DATASET:

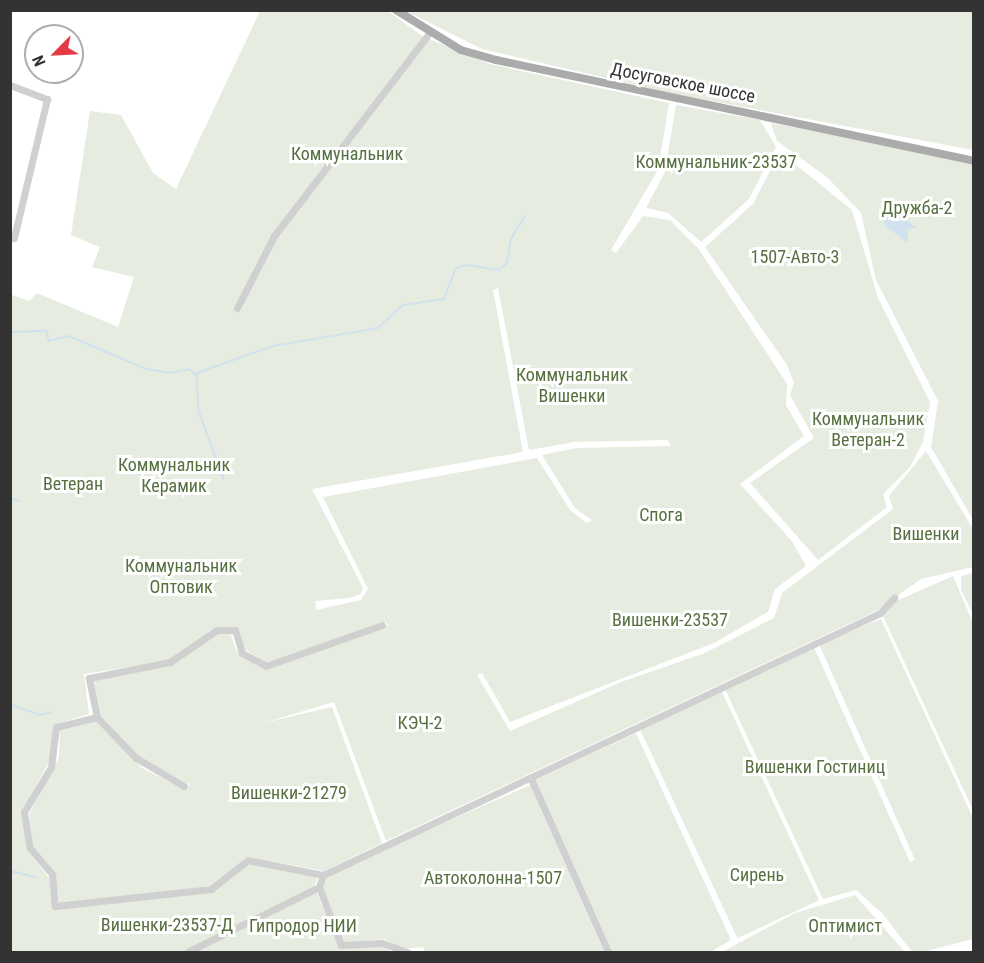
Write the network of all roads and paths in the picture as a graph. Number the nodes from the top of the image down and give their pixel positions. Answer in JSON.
{"nodes":[{"id":1,"x":396,"y":10,"type":"edge"},
{"id":2,"x":430,"y":32,"type":"junction"},
{"id":3,"x":10,"y":86,"type":"edge"},
{"id":4,"x":974,"y":161,"type":"edge"},
{"id":5,"x":14,"y":238,"type":"dead end"},
{"id":6,"x":237,"y":308,"type":"dead end"},
{"id":7,"x":894,"y":598,"type":"dead end"},
{"id":8,"x":382,"y":625,"type":"dead end"},
{"id":9,"x":97,"y":717,"type":"junction"},
{"id":10,"x":531,"y":779,"type":"junction"},
{"id":11,"x":184,"y":786,"type":"dead end"},
{"id":12,"x":323,"y":875,"type":"junction"},
{"id":13,"x":319,"y":886,"type":"junction"},
{"id":14,"x":187,"y":952,"type":"edge"},
{"id":15,"x":406,"y":952,"type":"edge"},
{"id":16,"x":608,"y":952,"type":"edge"}],
"edges":[{"from":1,"to":2,"type":"main road","name":"Досуговское шоссе"},
{"from":2,"to":4,"type":"main road","name":"Досуговское шоссе"},
{"from":2,"to":6,"type":"street"},
{"from":3,"to":5,"type":"street"},
{"from":7,"to":10,"type":"street"},
{"from":8,"to":9,"type":"street"},
{"from":9,"to":11,"type":"street"},
{"from":9,"to":12,"type":"street"},
{"from":10,"to":12,"type":"street"},
{"from":10,"to":16,"type":"street"},
{"from":12,"to":13,"type":"street"},
{"from":13,"to":14,"type":"street"},
{"from":13,"to":15,"type":"street"}]}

WORK INSTRUCTIONS: Within this listing, how many lines hold "street"? Give the number alone.

RESULT FOR THIS TASK: 11